YES! Thats where the oil was coming from. what does that mean? thanks for the help. Larry


----------



## ripper (Jan 5, 2011)

ripper said:


> YES! Thats where the oil was coming from. what does that mean? thanks for the help. Larry


The breather tube is near the carb? on that side? i think something (oil) was coming out of there?


----------



## ripper (Jan 5, 2011)

td5771 said:


> what oil did you use, how much measured or just filled to the line on the dip stick.
> 
> the crank case breather is on that side. was the machine tipped up on its front end since the oil change?

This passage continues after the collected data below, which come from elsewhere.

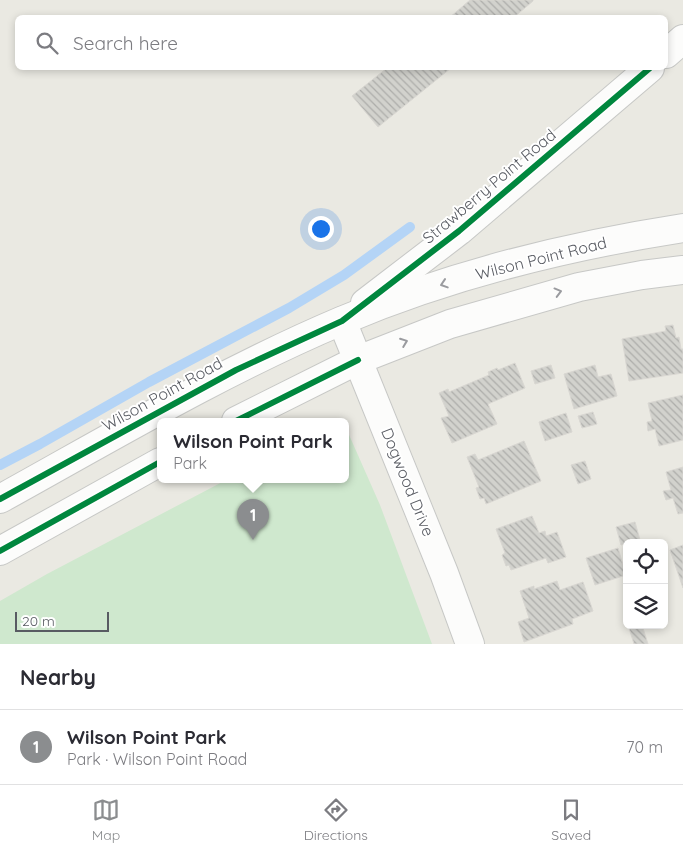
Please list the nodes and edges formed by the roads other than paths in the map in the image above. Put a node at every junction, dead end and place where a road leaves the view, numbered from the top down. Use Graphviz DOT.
graph roads {
  1 [pos="683,39"];
  2 [pos="668,52"];
  3 [pos="648,70"];
  4 [pos="683,228"];
  5 [pos="683,270"];
  6 [pos="342,321"];
  7 [pos="358,360"];
  8 [pos="242,418"];
  9 [pos="157,464"];
  10 [pos="0,499"];
  11 [pos="0,551"];
  12 [pos="470,644"];
  1 -- 2 [label="street"];
  3 -- 6 [label="street, Strawberry Point Road"];
  4 -- 6 [label="street, Wilson Point Road, one-way"];
  7 -- 5 [label="street, one-way"];
  6 -- 7 [label="street, Dogwood Drive"];
  6 -- 10 [label="street, Wilson Point Road"];
  7 -- 8 [label="street"];
  7 -- 12 [label="street, Dogwood Drive"];
  9 -- 11 [label="street"];
}
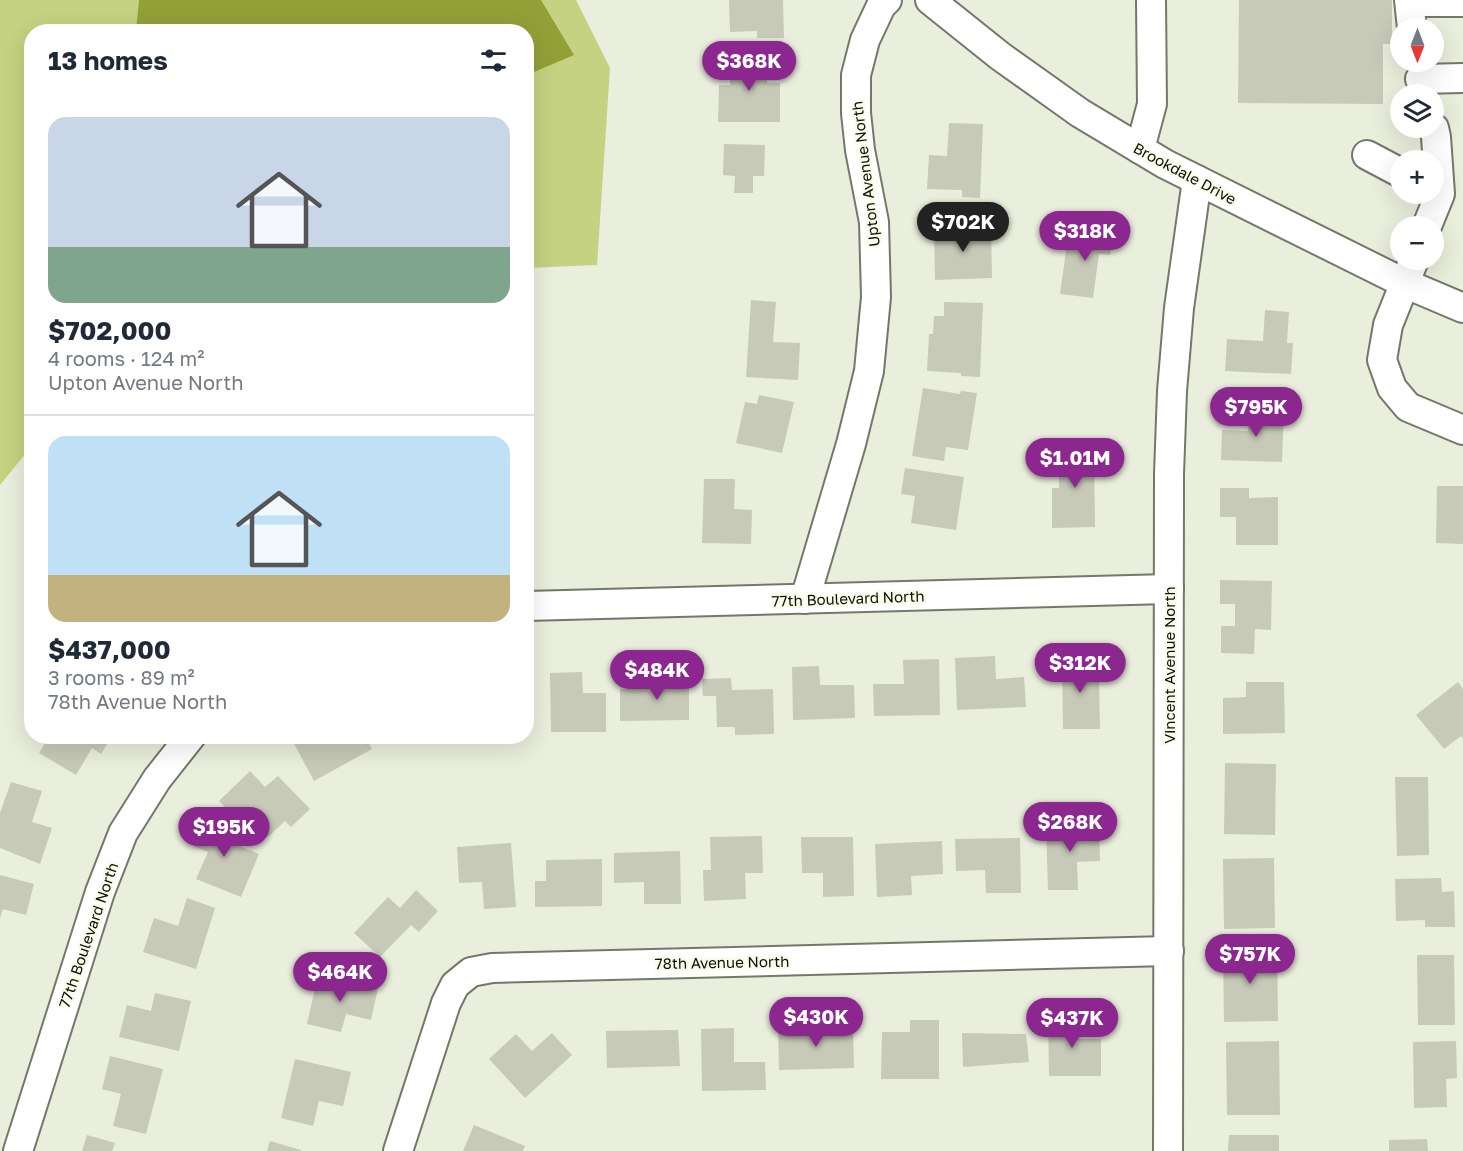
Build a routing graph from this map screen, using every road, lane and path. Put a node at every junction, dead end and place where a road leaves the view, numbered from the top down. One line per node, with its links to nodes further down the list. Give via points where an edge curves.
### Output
1 (887, 0): 19 (street, Upton Avenue North, via 865,40 856,75 860,150 874,222 876,297 869,371)
2 (930, 0): 9 (street, Brookdale Drive, via 1080,113)
3 (1151, 0): 9 (street, via 1152,104)
4 (1463, 2): 5 (street)
5 (1410, 10)
6 (1420, 78): 7 (street)
7 (1463, 78)
8 (1436, 138): 13 (street)
9 (1140, 149): 12 (street, Brookdale Drive)
10 (1367, 155): 11 (street)
11 (1390, 167)
12 (1197, 180): 15 (street, Brookdale Drive); 18 (street, Vincent Avenue North, via 1172,390)
13 (1446, 193): 14 (street)
14 (1433, 216)
15 (1409, 271): 16 (street, Brookdale Drive); 17 (street, via 1388,325 1382,360 1392,388 1408,407)
16 (1463, 308)
17 (1463, 430)
18 (1169, 589): 19 (street, 77th Boulevard North); 22 (street, Vincent Avenue North)
19 (805, 599): 20 (street, 77th Boulevard North)
20 (534, 606)
21 (185, 744): 23 (street, 77th Boulevard North, via 123,833 100,892)
22 (1169, 951): 24 (street, 78th Avenue North, via 492,968 471,972 455,985 446,1003); 25 (street, Vincent Avenue North)
23 (18, 1151)
24 (398, 1151)
25 (1168, 1151)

I used Mobile Special 5W 30, for gasoline engines. The small engine shop sold it to me. The machine was only tipped when i chnaged the oil. I didnt measure, but i didnt use the whole 48oz either. When i chekced the dip stick after i chnaged the oil, the reading was high. unless the oil had to settle? thanks


----------



## detdrbuzzard (Jan 20, 2012)

you might have too much oil in it and the excess oil got pushed out the breathr tube
who's larry


----------



## Simplicity Solid 22 (Nov 27, 2012)

48 0z??? I thought a quart was 32 oz???

My 8hp tecumseh only takes 26oz so I am with Detdrbuzzard and have a feeling you used to much oil...

I believe a 4hp tecumseh should only use 21oz of oil.

Might want to drain and refil slowly and keep checking the dipstick as you fill. Also use window on side of bottle as a guide.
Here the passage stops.